--- DATA SUPPLIED ---
BEGIN

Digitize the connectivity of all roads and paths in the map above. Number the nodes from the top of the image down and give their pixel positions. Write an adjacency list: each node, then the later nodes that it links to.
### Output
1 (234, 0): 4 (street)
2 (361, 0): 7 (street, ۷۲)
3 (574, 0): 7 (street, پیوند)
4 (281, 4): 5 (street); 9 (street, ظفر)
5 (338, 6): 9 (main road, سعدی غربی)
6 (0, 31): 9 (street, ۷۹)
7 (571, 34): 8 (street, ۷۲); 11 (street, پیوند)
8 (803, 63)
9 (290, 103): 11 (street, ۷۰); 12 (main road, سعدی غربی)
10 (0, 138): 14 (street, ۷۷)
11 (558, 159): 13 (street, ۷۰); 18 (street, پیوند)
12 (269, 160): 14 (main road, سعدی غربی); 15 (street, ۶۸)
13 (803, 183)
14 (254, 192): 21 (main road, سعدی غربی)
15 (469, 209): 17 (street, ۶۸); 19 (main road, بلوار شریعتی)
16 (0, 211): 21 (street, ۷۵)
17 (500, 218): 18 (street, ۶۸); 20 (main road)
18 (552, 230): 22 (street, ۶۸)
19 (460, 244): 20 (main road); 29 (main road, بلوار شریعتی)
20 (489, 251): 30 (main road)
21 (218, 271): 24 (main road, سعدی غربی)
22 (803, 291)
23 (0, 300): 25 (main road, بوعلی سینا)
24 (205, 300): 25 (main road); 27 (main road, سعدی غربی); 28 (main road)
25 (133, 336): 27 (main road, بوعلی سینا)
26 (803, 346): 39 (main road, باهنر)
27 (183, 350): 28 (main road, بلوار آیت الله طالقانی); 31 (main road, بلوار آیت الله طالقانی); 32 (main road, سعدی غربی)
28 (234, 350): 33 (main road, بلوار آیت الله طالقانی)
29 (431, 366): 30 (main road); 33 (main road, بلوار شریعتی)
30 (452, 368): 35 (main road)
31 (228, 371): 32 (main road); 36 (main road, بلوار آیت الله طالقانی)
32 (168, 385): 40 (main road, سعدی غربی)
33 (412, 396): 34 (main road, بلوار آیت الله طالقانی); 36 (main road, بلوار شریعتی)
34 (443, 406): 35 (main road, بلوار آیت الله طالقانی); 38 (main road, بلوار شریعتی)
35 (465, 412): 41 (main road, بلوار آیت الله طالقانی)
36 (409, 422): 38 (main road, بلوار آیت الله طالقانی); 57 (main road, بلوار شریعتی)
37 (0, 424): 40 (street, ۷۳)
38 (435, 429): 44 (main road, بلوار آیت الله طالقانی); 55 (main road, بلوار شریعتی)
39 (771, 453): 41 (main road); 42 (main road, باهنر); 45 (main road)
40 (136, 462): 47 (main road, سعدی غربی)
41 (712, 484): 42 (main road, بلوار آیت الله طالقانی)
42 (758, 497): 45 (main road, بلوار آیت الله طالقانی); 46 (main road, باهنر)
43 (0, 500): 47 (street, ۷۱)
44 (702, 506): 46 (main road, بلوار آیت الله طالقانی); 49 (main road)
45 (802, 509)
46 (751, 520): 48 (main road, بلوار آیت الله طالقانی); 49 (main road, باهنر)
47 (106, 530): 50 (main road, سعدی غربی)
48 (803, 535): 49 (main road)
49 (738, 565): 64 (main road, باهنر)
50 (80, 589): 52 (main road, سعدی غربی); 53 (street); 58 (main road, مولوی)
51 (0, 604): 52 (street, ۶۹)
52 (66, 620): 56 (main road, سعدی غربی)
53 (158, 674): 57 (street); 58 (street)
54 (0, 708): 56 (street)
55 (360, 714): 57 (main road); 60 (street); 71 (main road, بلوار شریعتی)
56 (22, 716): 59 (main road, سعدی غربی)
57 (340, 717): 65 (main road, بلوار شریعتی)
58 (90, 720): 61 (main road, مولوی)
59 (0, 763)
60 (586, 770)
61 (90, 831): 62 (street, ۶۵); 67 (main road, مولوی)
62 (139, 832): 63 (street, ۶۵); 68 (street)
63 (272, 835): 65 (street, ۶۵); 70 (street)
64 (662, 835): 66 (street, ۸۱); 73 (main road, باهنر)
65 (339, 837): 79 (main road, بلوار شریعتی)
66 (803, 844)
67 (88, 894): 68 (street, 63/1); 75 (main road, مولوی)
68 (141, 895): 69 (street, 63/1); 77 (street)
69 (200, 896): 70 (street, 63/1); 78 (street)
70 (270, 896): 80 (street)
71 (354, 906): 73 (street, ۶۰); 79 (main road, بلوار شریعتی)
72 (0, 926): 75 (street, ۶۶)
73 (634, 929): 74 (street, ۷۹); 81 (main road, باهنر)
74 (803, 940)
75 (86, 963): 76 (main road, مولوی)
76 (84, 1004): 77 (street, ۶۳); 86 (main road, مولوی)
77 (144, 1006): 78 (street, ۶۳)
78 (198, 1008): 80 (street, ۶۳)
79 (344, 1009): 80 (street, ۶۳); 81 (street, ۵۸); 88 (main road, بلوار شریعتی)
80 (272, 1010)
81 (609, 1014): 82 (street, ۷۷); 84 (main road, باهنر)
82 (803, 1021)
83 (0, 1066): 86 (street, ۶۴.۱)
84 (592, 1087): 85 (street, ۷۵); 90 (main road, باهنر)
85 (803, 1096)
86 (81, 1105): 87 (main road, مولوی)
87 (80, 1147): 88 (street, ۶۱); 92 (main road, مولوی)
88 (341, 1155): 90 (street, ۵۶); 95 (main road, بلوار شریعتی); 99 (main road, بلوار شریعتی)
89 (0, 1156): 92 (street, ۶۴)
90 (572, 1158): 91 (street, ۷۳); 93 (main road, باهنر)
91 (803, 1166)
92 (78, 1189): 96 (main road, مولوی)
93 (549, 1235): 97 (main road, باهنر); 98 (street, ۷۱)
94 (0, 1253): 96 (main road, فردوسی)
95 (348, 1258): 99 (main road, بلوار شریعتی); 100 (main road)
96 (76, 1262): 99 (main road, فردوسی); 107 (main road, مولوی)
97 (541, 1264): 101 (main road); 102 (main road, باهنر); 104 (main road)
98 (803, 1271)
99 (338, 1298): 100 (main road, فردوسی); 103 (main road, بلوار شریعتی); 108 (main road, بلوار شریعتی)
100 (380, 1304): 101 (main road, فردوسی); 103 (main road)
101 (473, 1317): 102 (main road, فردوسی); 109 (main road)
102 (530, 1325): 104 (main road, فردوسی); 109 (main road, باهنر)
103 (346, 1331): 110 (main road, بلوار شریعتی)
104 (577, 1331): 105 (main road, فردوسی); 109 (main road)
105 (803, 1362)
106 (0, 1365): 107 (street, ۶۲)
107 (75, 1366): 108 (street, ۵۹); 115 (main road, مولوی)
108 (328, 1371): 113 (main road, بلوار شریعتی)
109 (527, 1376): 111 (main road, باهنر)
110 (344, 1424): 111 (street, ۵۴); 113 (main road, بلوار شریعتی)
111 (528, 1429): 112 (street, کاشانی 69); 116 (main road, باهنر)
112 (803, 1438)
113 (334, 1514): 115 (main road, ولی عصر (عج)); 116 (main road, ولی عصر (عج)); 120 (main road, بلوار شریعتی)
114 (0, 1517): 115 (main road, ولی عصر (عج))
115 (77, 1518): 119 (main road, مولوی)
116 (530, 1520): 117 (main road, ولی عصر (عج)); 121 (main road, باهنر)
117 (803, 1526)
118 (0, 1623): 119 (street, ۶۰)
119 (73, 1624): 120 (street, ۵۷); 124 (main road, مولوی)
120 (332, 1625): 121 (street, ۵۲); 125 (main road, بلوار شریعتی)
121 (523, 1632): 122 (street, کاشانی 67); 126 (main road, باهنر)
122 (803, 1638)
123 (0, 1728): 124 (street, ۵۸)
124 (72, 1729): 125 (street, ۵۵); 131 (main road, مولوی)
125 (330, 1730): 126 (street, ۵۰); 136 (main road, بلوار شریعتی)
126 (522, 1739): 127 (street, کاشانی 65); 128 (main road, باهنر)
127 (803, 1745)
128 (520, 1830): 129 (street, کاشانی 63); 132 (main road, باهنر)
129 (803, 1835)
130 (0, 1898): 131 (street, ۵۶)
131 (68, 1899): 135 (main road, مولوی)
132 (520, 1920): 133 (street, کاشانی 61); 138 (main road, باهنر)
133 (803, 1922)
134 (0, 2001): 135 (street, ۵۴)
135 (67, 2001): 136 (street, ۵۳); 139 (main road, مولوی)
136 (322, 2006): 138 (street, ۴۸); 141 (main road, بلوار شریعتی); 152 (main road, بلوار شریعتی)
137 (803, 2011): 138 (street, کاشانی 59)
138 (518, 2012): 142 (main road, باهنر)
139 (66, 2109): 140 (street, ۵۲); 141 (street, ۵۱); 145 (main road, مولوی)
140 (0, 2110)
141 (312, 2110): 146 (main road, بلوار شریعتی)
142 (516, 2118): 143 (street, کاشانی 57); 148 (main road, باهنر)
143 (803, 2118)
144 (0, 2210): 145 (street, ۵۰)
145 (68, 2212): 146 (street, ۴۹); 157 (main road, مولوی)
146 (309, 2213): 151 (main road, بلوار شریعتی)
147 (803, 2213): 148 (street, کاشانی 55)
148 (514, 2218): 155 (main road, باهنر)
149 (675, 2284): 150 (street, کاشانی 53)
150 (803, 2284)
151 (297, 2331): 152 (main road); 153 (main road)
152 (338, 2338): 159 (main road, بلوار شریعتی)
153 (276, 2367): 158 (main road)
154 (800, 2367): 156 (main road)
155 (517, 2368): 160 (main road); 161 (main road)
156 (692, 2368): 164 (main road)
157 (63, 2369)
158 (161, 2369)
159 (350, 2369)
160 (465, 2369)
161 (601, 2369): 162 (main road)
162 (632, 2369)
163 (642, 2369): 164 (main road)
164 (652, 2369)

END

--- YOUR ASSIGNMENT ---
The answer must consist of every line from the entries that holds the string "پیوند".

--- YOUR SOLUTION ---
3 (574, 0): 7 (street, پیوند)
7 (571, 34): 8 (street, ۷۲); 11 (street, پیوند)
11 (558, 159): 13 (street, ۷۰); 18 (street, پیوند)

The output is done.